Required work
Only the lines from the start of the data below through the line that contains "position:relative; height:1453px; overflow:hidden" are to be copied, exactly and without pictures.

Recorded data
═══
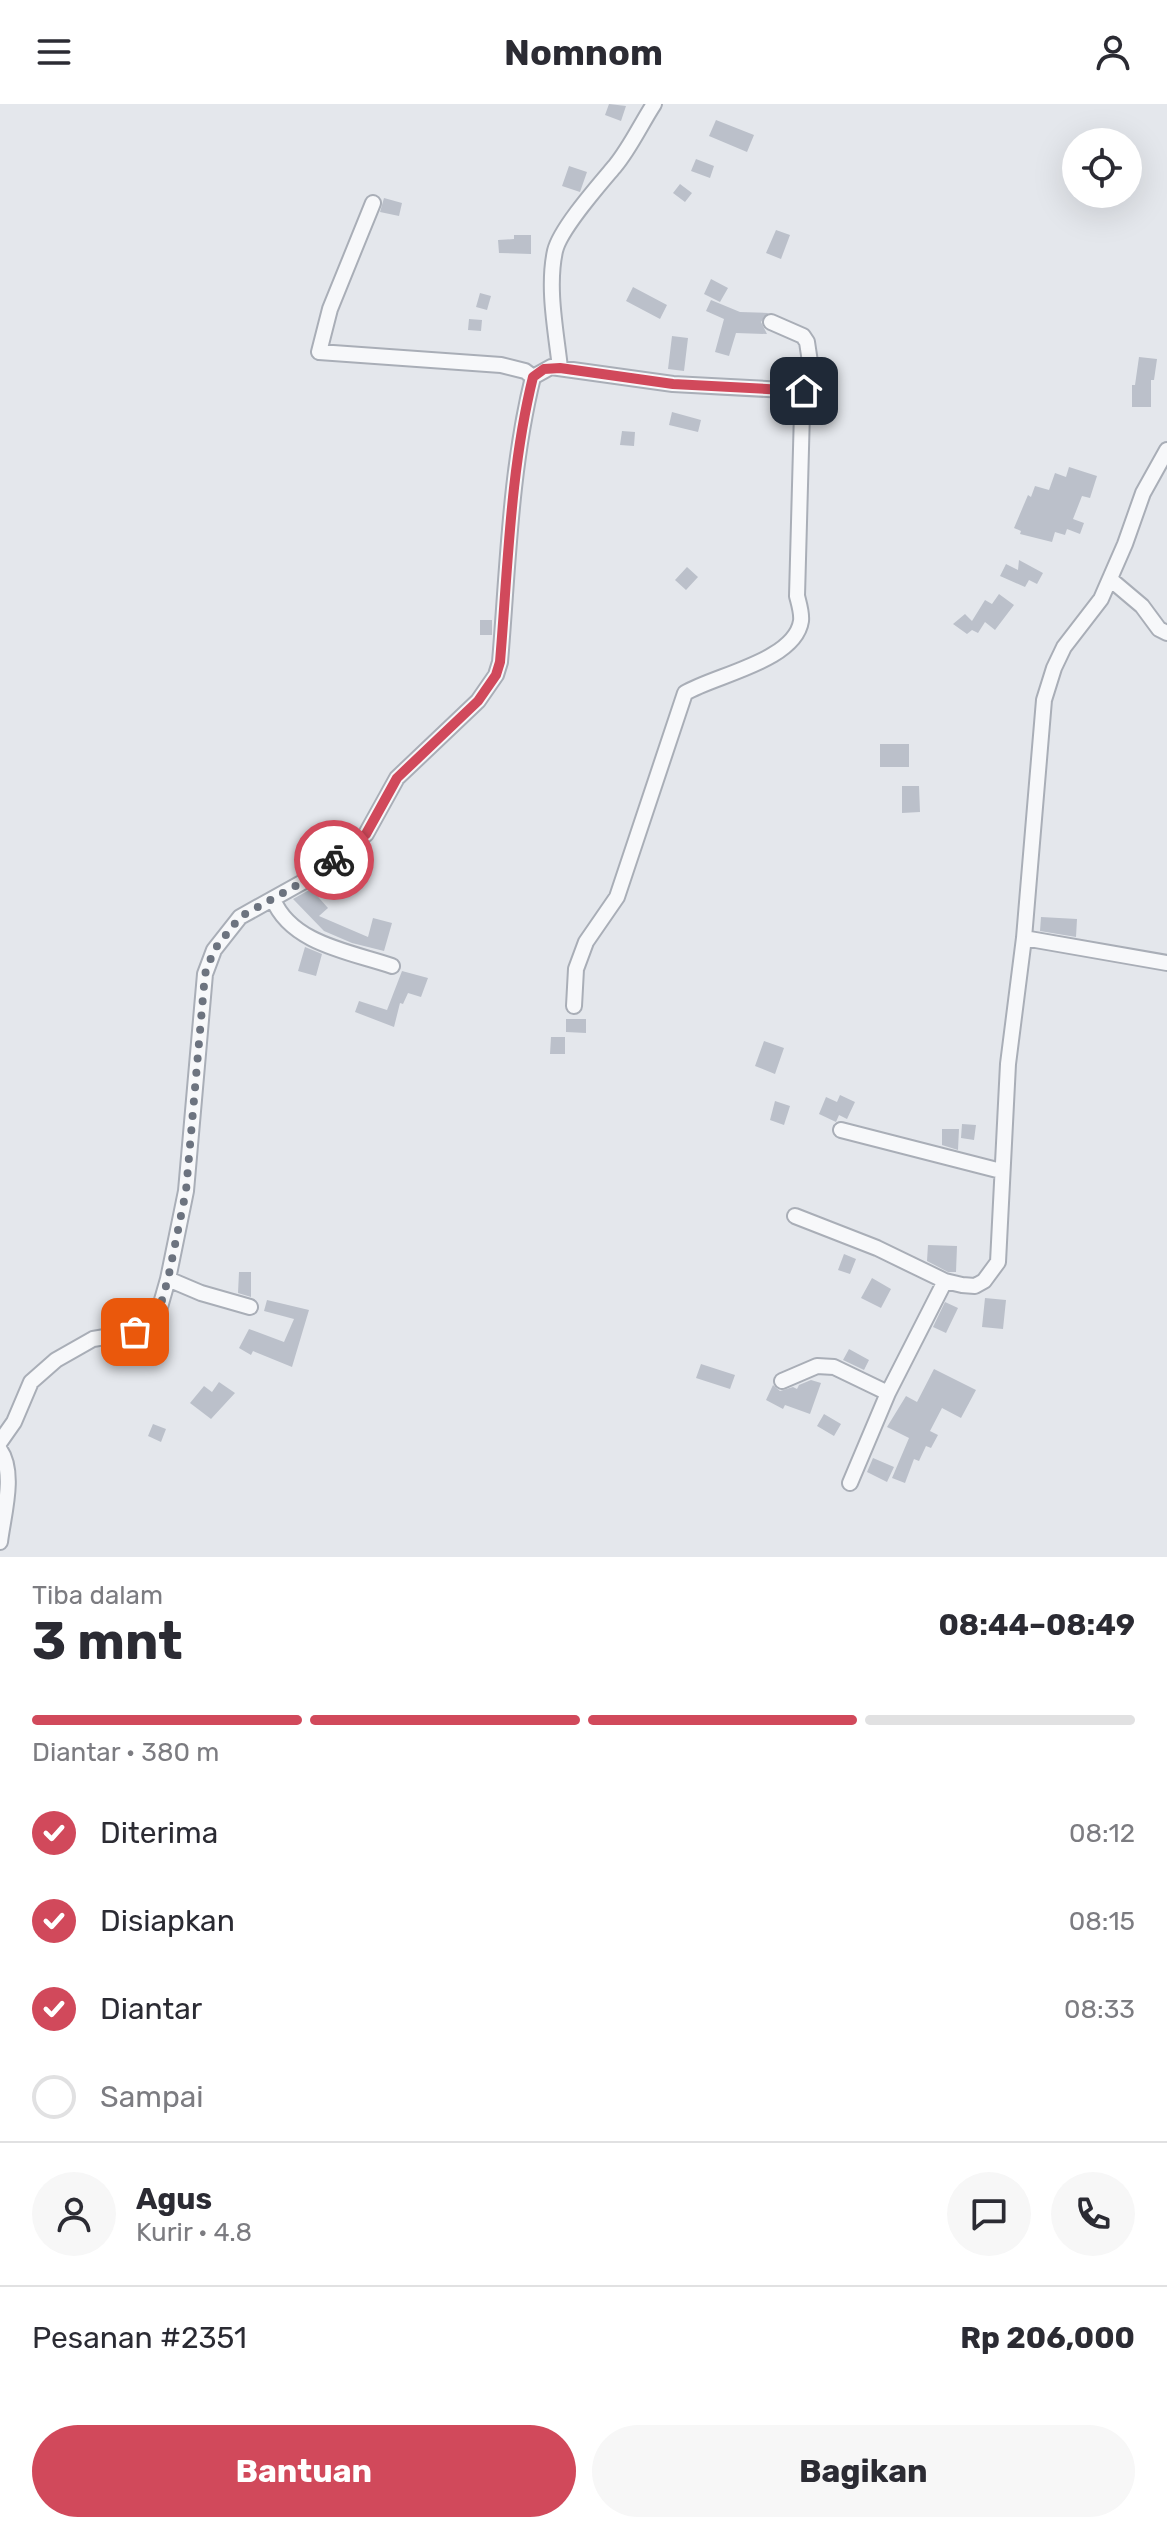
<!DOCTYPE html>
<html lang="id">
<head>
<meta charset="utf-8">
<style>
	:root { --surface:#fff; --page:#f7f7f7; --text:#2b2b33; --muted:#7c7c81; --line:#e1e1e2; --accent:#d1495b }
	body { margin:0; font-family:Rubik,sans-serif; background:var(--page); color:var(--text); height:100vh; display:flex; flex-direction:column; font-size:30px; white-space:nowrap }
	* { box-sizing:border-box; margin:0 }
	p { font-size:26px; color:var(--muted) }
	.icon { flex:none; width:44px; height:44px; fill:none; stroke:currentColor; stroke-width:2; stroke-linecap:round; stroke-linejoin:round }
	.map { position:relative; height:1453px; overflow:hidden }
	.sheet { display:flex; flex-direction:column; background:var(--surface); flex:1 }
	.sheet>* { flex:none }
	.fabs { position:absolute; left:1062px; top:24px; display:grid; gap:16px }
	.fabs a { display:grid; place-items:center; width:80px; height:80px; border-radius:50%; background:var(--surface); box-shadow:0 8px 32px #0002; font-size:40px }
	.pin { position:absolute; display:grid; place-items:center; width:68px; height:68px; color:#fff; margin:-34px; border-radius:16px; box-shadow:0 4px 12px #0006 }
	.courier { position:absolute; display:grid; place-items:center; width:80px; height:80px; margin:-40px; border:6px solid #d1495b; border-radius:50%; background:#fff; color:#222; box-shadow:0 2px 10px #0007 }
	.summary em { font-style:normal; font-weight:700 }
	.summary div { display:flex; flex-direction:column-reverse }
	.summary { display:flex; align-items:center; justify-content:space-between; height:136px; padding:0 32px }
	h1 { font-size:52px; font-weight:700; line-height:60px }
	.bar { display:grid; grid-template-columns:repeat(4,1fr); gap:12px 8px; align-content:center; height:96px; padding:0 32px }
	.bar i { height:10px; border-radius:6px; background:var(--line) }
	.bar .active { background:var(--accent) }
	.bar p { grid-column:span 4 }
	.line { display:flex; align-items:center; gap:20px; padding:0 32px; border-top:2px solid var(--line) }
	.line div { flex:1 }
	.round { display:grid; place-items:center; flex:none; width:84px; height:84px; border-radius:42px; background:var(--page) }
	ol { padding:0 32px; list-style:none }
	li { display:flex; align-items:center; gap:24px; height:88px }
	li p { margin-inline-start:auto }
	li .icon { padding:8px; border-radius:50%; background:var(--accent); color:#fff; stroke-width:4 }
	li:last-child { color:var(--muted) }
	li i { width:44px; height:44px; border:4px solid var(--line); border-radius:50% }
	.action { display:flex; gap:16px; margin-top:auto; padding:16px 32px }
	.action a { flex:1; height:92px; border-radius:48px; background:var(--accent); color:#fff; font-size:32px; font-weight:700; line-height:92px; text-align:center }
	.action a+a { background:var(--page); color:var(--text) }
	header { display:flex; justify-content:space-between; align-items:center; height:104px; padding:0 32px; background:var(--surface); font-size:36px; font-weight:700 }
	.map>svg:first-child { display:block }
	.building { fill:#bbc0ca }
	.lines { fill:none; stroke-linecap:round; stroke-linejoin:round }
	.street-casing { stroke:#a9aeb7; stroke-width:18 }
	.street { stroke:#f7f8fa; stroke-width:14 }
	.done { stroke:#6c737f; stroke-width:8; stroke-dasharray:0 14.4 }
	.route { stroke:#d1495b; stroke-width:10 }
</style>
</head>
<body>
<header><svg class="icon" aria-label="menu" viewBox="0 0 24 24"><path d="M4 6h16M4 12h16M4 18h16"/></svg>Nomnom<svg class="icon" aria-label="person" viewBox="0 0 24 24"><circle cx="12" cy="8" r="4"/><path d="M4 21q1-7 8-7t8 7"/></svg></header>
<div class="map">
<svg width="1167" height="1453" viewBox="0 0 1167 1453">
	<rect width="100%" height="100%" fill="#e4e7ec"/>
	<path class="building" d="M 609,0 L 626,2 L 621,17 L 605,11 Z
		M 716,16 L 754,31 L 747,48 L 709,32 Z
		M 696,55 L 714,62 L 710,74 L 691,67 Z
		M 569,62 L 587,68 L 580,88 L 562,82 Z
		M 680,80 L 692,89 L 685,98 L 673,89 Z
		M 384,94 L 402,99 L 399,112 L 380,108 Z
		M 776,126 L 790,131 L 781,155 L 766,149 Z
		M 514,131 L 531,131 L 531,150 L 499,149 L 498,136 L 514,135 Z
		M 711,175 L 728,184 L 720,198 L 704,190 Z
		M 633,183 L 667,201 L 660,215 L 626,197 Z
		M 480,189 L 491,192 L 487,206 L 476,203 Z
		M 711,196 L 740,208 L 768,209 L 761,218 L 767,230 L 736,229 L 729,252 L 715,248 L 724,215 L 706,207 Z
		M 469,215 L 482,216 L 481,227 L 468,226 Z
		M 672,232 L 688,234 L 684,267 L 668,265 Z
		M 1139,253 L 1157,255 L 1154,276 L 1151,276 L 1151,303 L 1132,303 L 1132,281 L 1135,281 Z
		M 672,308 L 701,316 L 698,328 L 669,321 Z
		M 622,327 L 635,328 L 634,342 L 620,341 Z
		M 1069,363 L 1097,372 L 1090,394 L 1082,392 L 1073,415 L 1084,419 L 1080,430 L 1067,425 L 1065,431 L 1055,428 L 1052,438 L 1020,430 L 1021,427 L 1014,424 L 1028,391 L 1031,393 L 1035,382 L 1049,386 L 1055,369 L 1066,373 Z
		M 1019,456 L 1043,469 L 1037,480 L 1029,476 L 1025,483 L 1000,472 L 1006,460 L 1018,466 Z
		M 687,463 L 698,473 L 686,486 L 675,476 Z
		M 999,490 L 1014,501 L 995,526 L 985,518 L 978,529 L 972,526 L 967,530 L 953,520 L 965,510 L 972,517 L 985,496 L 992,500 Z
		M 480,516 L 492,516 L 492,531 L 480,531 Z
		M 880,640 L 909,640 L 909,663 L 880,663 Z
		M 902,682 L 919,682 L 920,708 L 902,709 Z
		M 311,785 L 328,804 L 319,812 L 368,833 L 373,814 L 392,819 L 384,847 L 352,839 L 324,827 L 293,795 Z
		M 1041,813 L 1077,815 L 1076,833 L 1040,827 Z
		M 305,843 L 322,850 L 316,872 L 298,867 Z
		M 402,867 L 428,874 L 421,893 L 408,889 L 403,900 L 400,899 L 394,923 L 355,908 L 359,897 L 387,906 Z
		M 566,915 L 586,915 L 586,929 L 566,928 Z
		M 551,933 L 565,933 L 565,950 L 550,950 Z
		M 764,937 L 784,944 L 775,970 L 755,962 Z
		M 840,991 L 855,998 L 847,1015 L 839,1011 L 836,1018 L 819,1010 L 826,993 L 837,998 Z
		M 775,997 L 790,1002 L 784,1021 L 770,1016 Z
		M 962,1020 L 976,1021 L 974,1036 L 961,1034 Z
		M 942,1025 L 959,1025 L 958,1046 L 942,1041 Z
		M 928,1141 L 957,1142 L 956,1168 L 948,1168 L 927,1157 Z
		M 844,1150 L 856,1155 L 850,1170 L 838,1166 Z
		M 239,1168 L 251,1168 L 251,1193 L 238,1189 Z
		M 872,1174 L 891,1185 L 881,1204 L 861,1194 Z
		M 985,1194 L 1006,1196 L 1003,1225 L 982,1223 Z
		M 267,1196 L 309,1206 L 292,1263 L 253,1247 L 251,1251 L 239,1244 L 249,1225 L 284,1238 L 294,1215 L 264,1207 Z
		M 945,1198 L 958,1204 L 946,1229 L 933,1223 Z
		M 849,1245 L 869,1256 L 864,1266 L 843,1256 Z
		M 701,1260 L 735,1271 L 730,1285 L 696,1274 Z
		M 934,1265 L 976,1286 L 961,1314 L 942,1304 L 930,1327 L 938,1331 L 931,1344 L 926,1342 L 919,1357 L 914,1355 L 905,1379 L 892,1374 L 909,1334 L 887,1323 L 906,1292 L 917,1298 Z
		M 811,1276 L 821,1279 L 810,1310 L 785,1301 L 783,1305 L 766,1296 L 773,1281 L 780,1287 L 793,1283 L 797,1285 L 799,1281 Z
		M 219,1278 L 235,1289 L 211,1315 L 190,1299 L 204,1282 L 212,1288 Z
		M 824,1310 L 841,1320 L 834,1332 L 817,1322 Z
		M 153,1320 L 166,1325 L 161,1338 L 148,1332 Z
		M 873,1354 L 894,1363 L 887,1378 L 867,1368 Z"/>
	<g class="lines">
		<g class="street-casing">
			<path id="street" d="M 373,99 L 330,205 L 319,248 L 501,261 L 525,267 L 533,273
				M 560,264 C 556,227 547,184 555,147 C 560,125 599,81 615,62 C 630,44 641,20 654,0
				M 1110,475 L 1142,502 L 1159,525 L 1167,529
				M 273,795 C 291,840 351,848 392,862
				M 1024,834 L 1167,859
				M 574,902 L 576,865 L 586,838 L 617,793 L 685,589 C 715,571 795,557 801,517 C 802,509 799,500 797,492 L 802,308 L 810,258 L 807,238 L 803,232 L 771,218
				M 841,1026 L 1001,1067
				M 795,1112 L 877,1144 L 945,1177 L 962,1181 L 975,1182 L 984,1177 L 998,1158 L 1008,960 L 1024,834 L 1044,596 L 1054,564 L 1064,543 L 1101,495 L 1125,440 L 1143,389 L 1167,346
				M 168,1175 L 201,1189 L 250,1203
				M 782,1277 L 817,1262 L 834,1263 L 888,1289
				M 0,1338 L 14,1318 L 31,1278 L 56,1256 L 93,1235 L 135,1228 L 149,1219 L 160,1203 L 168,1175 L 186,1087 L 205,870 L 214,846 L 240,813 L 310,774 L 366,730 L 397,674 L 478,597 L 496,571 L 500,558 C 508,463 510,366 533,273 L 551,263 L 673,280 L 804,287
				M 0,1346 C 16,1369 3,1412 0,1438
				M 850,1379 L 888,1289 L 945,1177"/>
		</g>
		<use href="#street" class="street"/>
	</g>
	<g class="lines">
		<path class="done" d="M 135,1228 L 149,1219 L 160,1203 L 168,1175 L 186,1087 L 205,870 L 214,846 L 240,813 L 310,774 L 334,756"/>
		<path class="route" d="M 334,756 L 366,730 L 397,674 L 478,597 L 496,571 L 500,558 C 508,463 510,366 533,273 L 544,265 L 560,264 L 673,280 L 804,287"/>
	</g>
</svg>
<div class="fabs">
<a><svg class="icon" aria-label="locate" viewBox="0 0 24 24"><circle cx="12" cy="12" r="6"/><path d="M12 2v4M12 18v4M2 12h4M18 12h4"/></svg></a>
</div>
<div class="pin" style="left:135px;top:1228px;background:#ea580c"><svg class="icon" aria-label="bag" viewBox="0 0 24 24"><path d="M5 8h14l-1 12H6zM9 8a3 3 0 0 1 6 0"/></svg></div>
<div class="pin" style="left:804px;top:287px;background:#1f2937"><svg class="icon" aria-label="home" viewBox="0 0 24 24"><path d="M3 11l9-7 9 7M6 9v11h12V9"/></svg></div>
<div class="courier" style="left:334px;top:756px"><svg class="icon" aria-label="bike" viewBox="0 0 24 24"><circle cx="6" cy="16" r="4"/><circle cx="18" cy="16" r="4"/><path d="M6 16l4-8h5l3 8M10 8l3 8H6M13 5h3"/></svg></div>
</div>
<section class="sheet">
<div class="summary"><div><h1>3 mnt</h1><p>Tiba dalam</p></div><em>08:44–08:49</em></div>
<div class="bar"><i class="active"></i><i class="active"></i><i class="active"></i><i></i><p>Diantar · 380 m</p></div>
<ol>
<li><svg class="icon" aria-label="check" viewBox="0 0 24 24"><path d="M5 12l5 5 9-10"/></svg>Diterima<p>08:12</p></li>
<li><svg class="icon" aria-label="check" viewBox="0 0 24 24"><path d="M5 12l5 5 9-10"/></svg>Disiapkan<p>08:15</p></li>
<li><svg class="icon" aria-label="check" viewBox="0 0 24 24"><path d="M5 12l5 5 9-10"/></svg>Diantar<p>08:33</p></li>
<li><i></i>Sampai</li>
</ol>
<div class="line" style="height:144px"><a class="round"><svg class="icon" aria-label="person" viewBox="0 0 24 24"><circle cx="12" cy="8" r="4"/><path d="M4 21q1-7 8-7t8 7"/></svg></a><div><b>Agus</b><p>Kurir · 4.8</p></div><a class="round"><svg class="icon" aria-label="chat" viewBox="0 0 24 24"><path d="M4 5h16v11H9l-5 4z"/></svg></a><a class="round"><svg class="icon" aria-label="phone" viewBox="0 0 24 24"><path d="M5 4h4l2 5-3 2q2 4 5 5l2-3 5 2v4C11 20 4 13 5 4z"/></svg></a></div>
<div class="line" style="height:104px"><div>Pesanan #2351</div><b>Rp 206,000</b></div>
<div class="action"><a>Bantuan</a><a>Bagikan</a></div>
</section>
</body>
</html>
═══
Exercise answer
<!DOCTYPE html>
<html lang="id">
<head>
<meta charset="utf-8">
<style>
	:root { --surface:#fff; --page:#f7f7f7; --text:#2b2b33; --muted:#7c7c81; --line:#e1e1e2; --accent:#d1495b }
	body { margin:0; font-family:Rubik,sans-serif; background:var(--page); color:var(--text); height:100vh; display:flex; flex-direction:column; font-size:30px; white-space:nowrap }
	* { box-sizing:border-box; margin:0 }
	p { font-size:26px; color:var(--muted) }
	.icon { flex:none; width:44px; height:44px; fill:none; stroke:currentColor; stroke-width:2; stroke-linecap:round; stroke-linejoin:round }
	.map { position:relative; height:1453px; overflow:hidden }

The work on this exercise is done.